La règle inverse est tout aussi importante. Si la version ne change pas, le SDP doit être identique à celui déjà associé à cette version. Une offre inchangée peut être répétée et reçoit tout de même une réponse valide. Mais une version ancienne ne peut pas transporter honnêtement un nouveau corps.

Pour l’audit, une même paire (origin, version) accompagnée de deux corps différents constitue un conflit, non deux variantes équivalentes. L’ordre d’arrivée ne résout pas ce conflit.

Offer/Answer exige aussi que l’identifiant et la version tiennent dans un entier signé de 64 bits et que la version initiale reste sous 2^62 - 1, afin d’éviter le bouclage. Cette borne appartient à cette utilisation précise ; ce n’est pas une arithmétique circulaire commune à toutes les applications SDP.
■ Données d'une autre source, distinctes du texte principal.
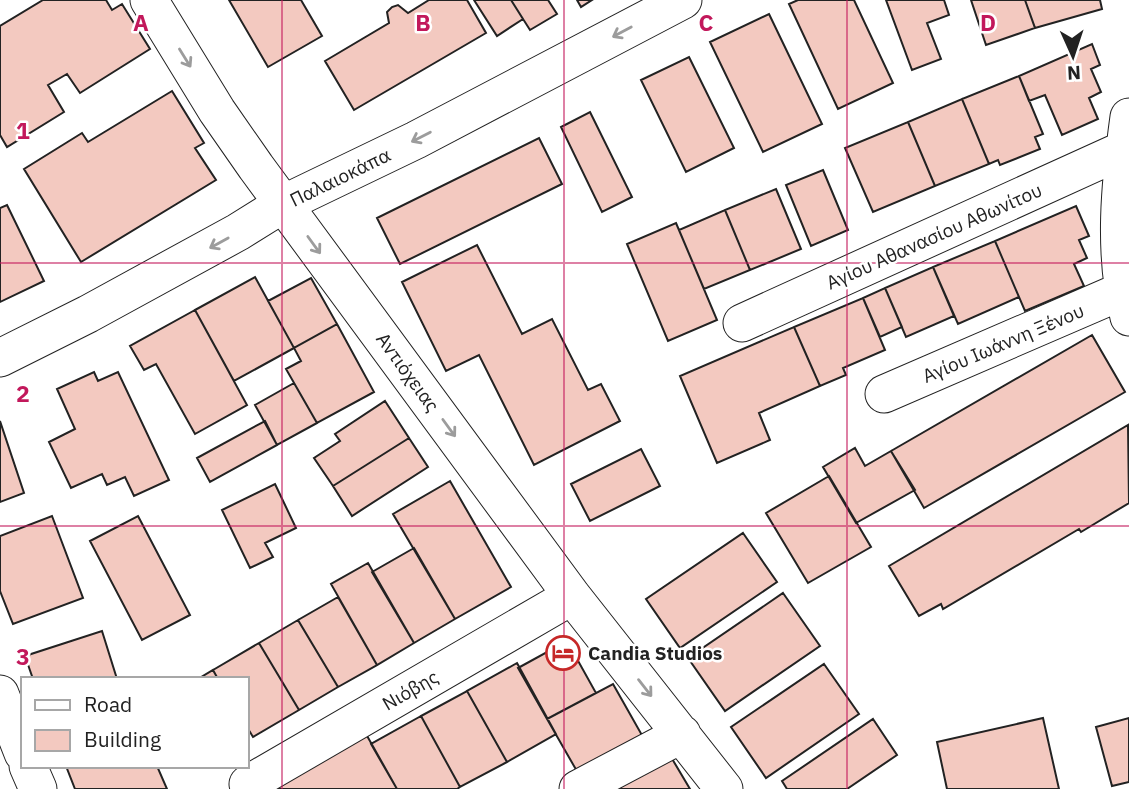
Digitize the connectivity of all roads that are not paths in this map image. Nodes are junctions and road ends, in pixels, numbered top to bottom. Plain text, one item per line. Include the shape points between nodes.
1 (149, 0) edge
2 (683, 0) edge
3 (1127, 133) edge
4 (283, 204) junction
5 (1126, 304) edge
6 (743, 323) dead end
7 (0, 358) edge
8 (884, 394) dead end
9 (572, 596) junction
10 (0, 695) edge
11 (682, 734) junction
12 (21, 748) edge
13 (29, 768) edge
14 (248, 784) dead end
15 (38, 789) edge
16 (578, 789) edge
17 (724, 789) edge

1 -> 4 street, Αντιόχειας via 217,111
2 -> 4 street, Παλαιοκάπα
3 - 5 street via 1121,207
3 - 6 street, Αγίου Αθανασίου Αθωνίτου
4 -> 7 street, Παλαιοκάπα
4 -> 9 street, Αντιόχειας
5 - 8 street, Αγίου Ιωάννη Ξένου
9 -> 11 street, Αντιόχειας
9 - 14 street, Νιόβης
10 - 12 street
11 - 16 street
11 - 17 street, Αντιόχειας
13 - 15 street

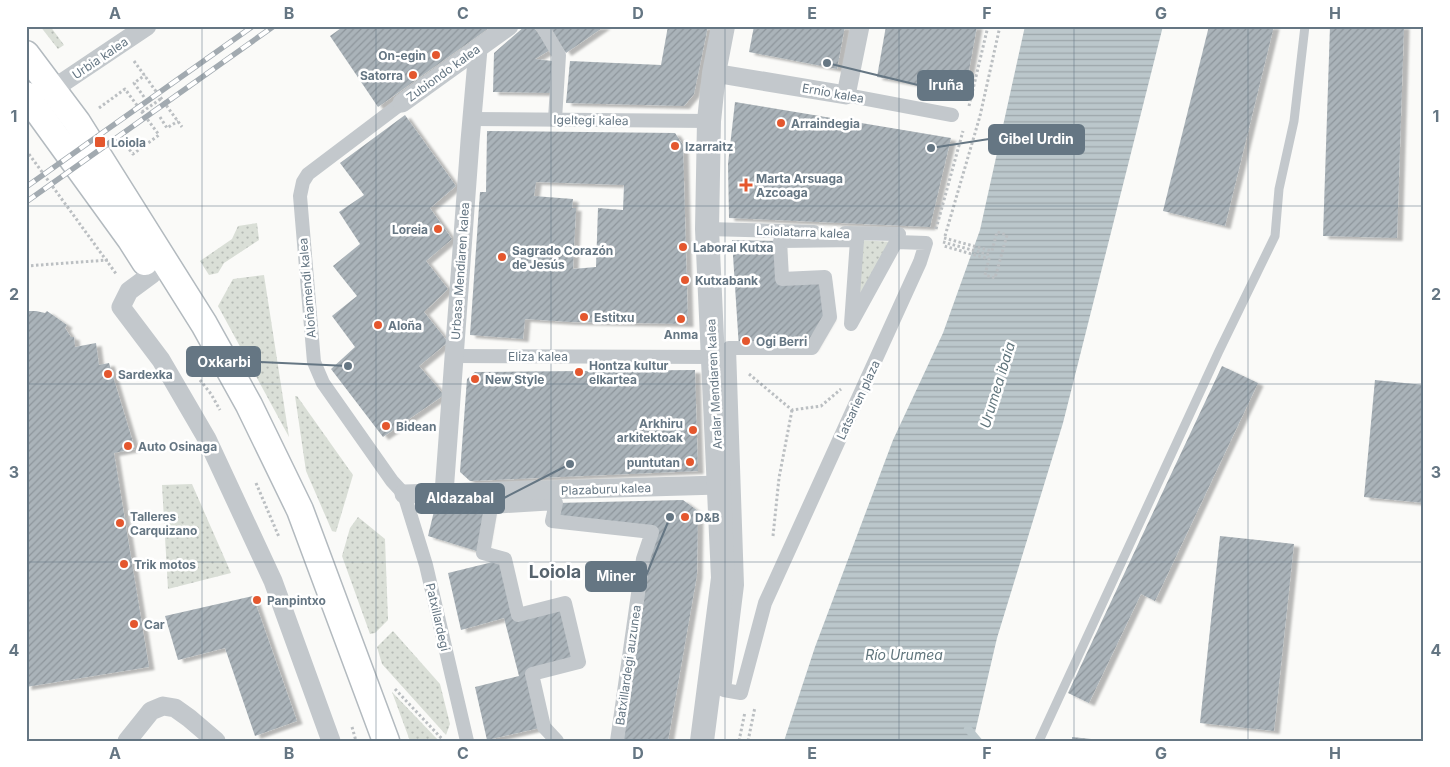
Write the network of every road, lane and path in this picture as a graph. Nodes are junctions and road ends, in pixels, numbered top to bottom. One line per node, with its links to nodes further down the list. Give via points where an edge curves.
1 (147, 26): 12 (street, Urbia kalea)
2 (509, 26): 7 (street, Zubiondo kalea)
3 (542, 26): 23 (street, via 559,55)
4 (723, 26): 10 (street, Aralar Mendiaren kalea)
5 (860, 26): 13 (street)
6 (1304, 26): 54 (lane, via 1294,122 1279,189 1276,236 1215,360)
7 (478, 48): 17 (street, Zubiondo kalea); 22 (street, Urbasa Mendiaren kalea)
8 (26, 54): 12 (main road)
9 (130, 55): 11 (path)
10 (714, 73): 13 (street, Ernio kalea); 25 (street, Aralar Mendiaren kalea)
11 (145, 75): 14 (path, via 134,83); 15 (path)
12 (53, 89): 48 (main road, via 162,256 250,405 300,510)
13 (846, 95): 20 (street, Ernio kalea)
14 (144, 97)
15 (162, 98): 18 (path); 24 (path)
16 (28, 101): 30 (main road)
17 (402, 103): 41 (street, Aloñamendi kalea, via 308,174 300,196 314,362 323,383)
18 (142, 112): 19 (path, via 125,89 99,108); 27 (path, via 159,136 133,154)
19 (103, 114)
20 (952, 115)
21 (160, 117): 24 (path, via 167,128)
22 (472, 119): 23 (street, Igeltegi kalea); 35 (street, Urbasa Mendiaren kalea)
23 (555, 119): 25 (street, Igeltegi kalea)
24 (178, 121): 26 (path)
25 (709, 121): 28 (street, Aralar Mendiaren kalea)
26 (182, 127)
27 (124, 143)
28 (707, 229): 29 (street, Loiolatarra kalea); 36 (street, Aralar Mendiaren kalea)
29 (898, 234)
30 (131, 240): 33 (path, via 107,260); 34 (main road)
31 (943, 242): 31 (path, via 992,251 997,232 1007,235 995,278 985,275 989,259); 32 (path)
32 (990, 255)
33 (26, 266)
34 (152, 274): 46 (street, via 130,291 121,307 161,360 207,439 273,581); 47 (main road, via 235,412 286,515)
35 (454, 356): 36 (street, Eliza kalea); 40 (street, Urbasa Mendiaren kalea)
36 (720, 357): 36 (street, Latsarien plaza, via 728,348 812,348 830,317 825,276 782,279 780,241 857,240 851,324 896,242 926,243 765,603 741,693 724,690 737,585); 38 (path); 39 (street, Aralar Mendiaren kalea)
37 (842, 388): 38 (path, via 821,406)
38 (792, 410): 42 (path, via 779,478)
39 (719, 485): 40 (street, Plazaburu kalea); 53 (street, Aralar Mendiaren kalea, via 723,578)
40 (444, 493): 41 (street, Plazaburu kalea)
41 (404, 494): 50 (street, Patxillardegi, via 426,565)
42 (773, 537)
43 (392, 686): 49 (path)
44 (126, 741): 45 (street, via 151,711 163,706 174,708 190,718)
45 (216, 741)
46 (331, 741)
47 (370, 741)
48 (386, 741)
49 (444, 741)
50 (467, 741)
51 (557, 741): 52 (street, Batxillardegi auzunea, via 544,727 532,674 579,662 565,603 518,615 505,560 483,553 492,507 556,503 552,521 652,532 643,560)
52 (617, 741)
53 (702, 741)
54 (1039, 741)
La nouvelle révision restait une proposition

Un numéro plus élevé décrit l’état proposé par son auteur. Il ne force pas l’autre agent à l’adopter. La réponse peut retenir les flux compatibles, en refuser certains, ou le protocole porteur peut rejeter toute l’offre. En cas de rejet, l’état antérieur redevient la référence de la session.

La concurrence est également gérée ailleurs. Un agent ne doit pas lancer une autre offre tant qu’il attend une réponse ou doit répondre à son pair. Deux offres croisées créent un glare que le protocole supérieur doit résoudre. sess-version n’est ni un verrou distribué ni une élection où le plus grand entier gagne.

Une réponse valide ne prouve toujours pas que les paquets sont passés, que le codec fonctionne, que le pare-feu a ouvert le chemin, qu’une personne a consenti ou qu’un service commercial a été rendu. Elle atteste un accord descriptif, rien de plus.

La fraîcheur ne fabriquait pas la confiance

Un attaquant sait choisir un grand entier. Offer/Answer exige donc que le protocole de signalisation fournisse l’authentification de bout en bout et l’intégrité des offres et réponses. Le logiciel destinataire conserve en plus son pouvoir d’admission et de consentement.

Chaque preuve répond à une question différente : l’authentification nomme la source reconnue ; l’intégrité protège le transport ; le tuple déclare une lignée ; la version déclare une révision ; l’état Offer/Answer indique une proposition, une acceptation ou un rejet ; l’observation du média mesure l’effet réel.

L’apport durable de SDP n’est donc pas d’avoir inventé un nombre souverain. Il est d’avoir séparé la continuité du changement, afin que chaque acteur puisse juger localement sans attribuer au numéro un mandat qu’il ne possède pas.

Sources et limites de preuve

Le dossier normatif est formé par RFC 2327, RFC 4566, RFC 8866 et RFC 3264. Ces textes établissent la grammaire et la procédure Offer/Answer ; ils ne mesurent pas les implémentations actuelles, n’identifient pas un expéditeur réel et ne prouvent pas la livraison du média.